O Tribunal de Justiça (TJ/RS) reduziu para 1 ano e 8 meses a condenação de Luciana Sandrini Rihl, proprietária da clínica Vacix, acusada de simular a aplicação de vacinas em crianças e adultos, em fevereiro de 2018. A pena foi convertida para a prestação de serviços à comunidade e multa.

Foto: PolÃcia Civil
A decisão é da 6ª Câmara Criminal do Tribunal de Justiça (TJ/RS), em julgamento de recurso apresentado pela defesa contra a decisão da 2ª Vara Criminal da Comarca de Novo Hamburgo, que havia condenado a empresária a 7 anos e 6 meses de reclusão em regime fechado, em maio do ano passado, quando foi condenada por 10 estelionatos.

Foto: Polícia Civil
O novo julgamento ocorreu dia 28 de setembro em Porto Alegre. Os desembargadores do TJ mantiveram a condenação de Luciana por sete crimes de estelionato, porém, acolheram a argumentação da defesa no sentido de que não houve cometimento de crimes contra crianças conforme havia concluído o juiz de 1º grau.
Defesa quer a absolvição da empresária
A defesa de Luciana comemora o resultado, mas ainda não está satisfeita com o desfecho da história. Por isso, já apresentou novo recurso, chamado embargos de declaração, pois a intenção do advogado Luiz Gustavo Puperi é levar o julgamento às cortes superiores, em Brasília.
“A defesa segue buscando a nulidade do processo e a absolvição completa da ré quanto aos delitos que lhe foram imputados”, avisa Puperi, que defende os interesses da empresária desde a revelação do caso.
Puperi observa que, desde o início do processo, a defesa coleciona vitórias no Judiciário.
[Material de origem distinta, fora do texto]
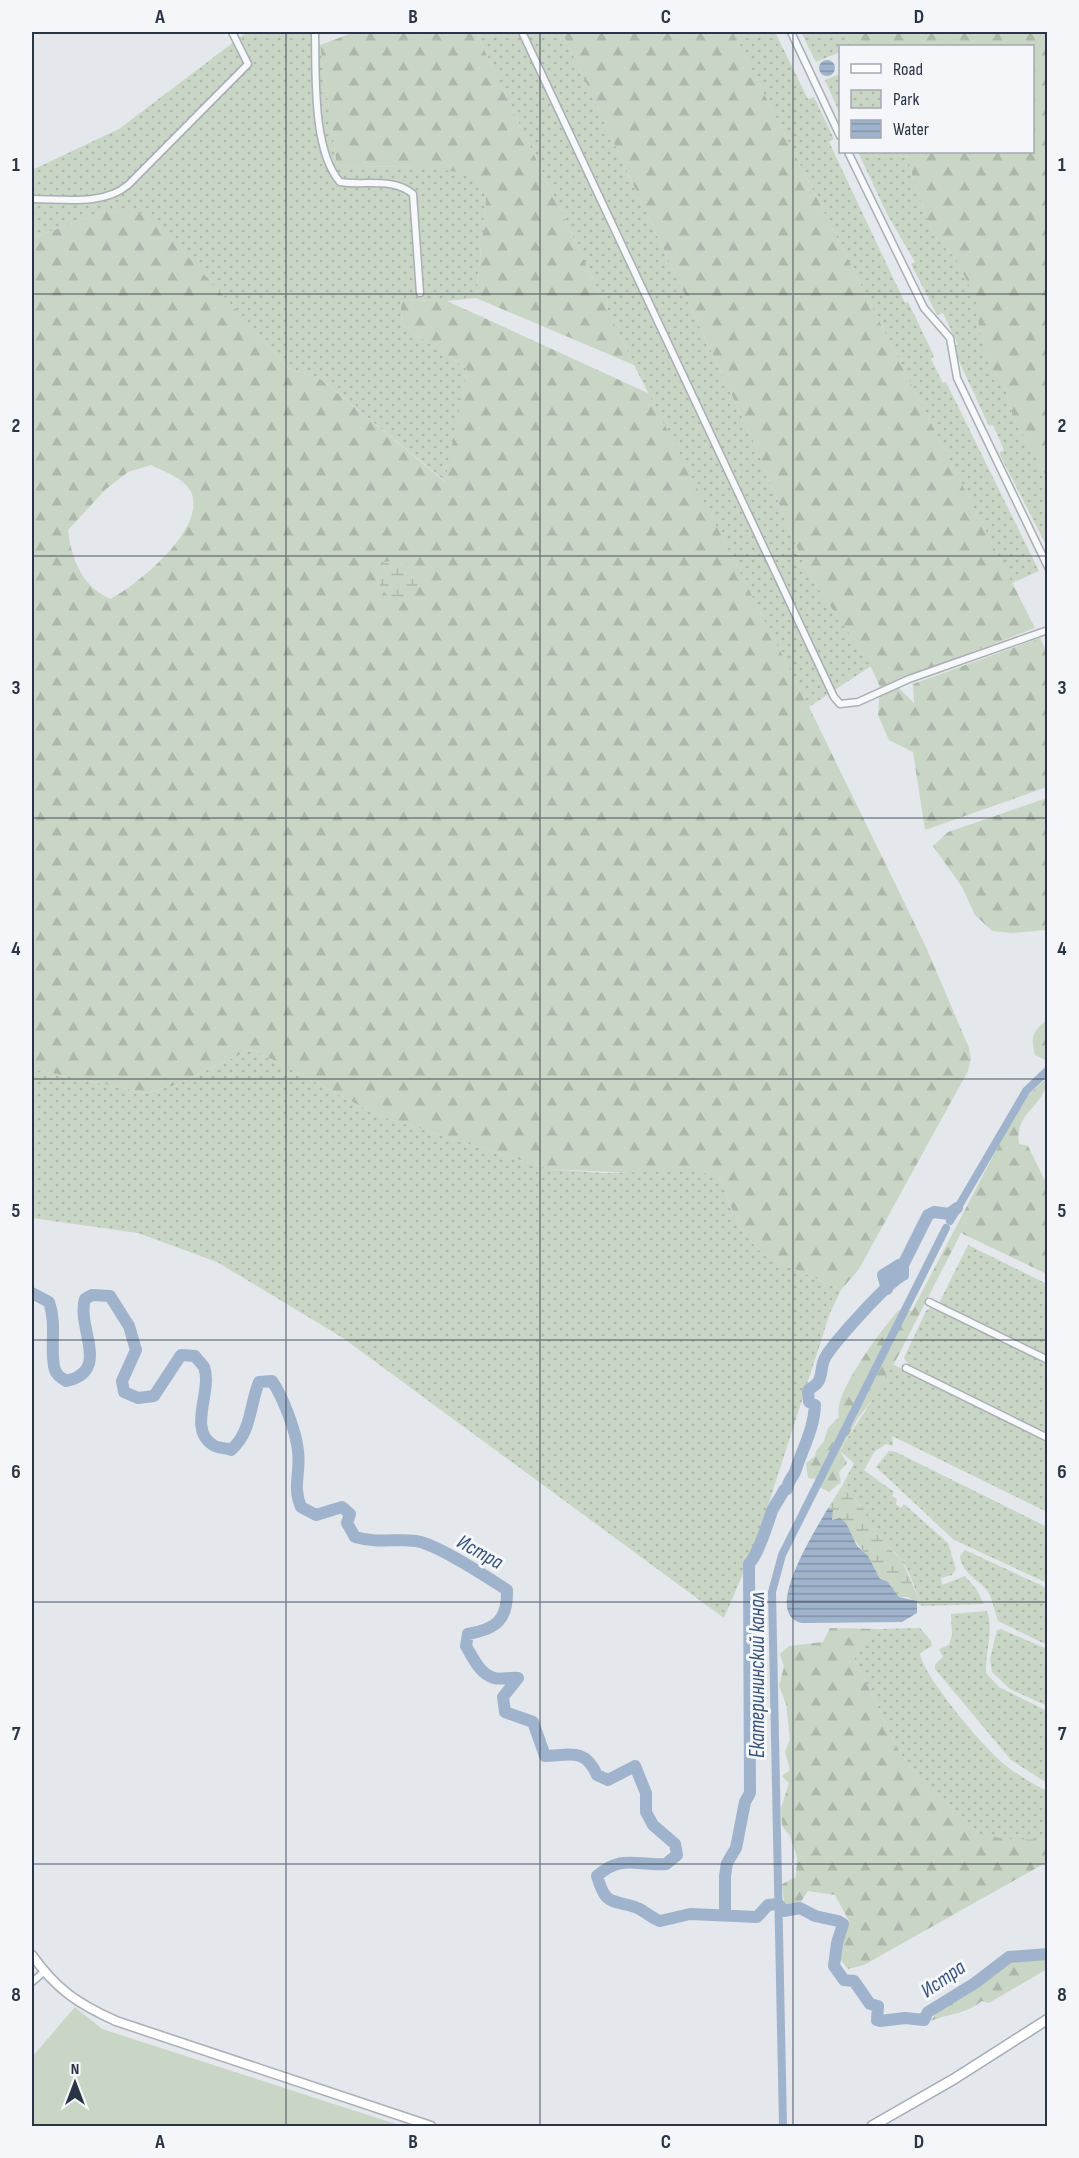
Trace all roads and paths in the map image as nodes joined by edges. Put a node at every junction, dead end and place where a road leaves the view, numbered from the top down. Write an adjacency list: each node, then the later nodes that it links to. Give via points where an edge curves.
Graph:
1 (232, 32): 7 (street, via 248,64 128,185 116,195 103,198)
2 (315, 32): 8 (street, via 319,120 329,168 340,182 404,186 413,194)
3 (522, 32): 10 (street, via 840,704 858,702 909,679)
4 (791, 32): 5 (street)
5 (839, 134)
6 (848, 153): 9 (street, via 924,308 950,338 957,378)
7 (32, 199)
8 (420, 293)
9 (1047, 567)
10 (1047, 630)
11 (929, 1302): 12 (street)
12 (1047, 1360)
13 (906, 1368): 14 (street)
14 (1047, 1437)
15 (32, 1955): 16 (street)
16 (44, 1972): 17 (street); 19 (street, via 71,1999 116,2021)
17 (32, 1982)
18 (1047, 2019): 20 (main road)
19 (431, 2127)
20 (872, 2127)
Ele analisa dessa forma, pois, já no julgamento de 1º grau, o juiz do caso absolveu Luciana dos dois crimes mais graves (contra a saúde pública e contra o consumidor) pelos quais ela foi acusada pelo Ministério Público (MP/RS). “O caso não está encerrado e vamos ter desdobramentos”, garante o defensor.
Uma modificação na lei do crime de estelionato é a brecha para o advogado buscar a absolvição da cliente. “Desde 2019, o estelionato passou a ser considerado um crime que necessita a representação da vítima. Antes, o MP podia acusar alguém por estelionato sem que a vítima quisesse”, explica.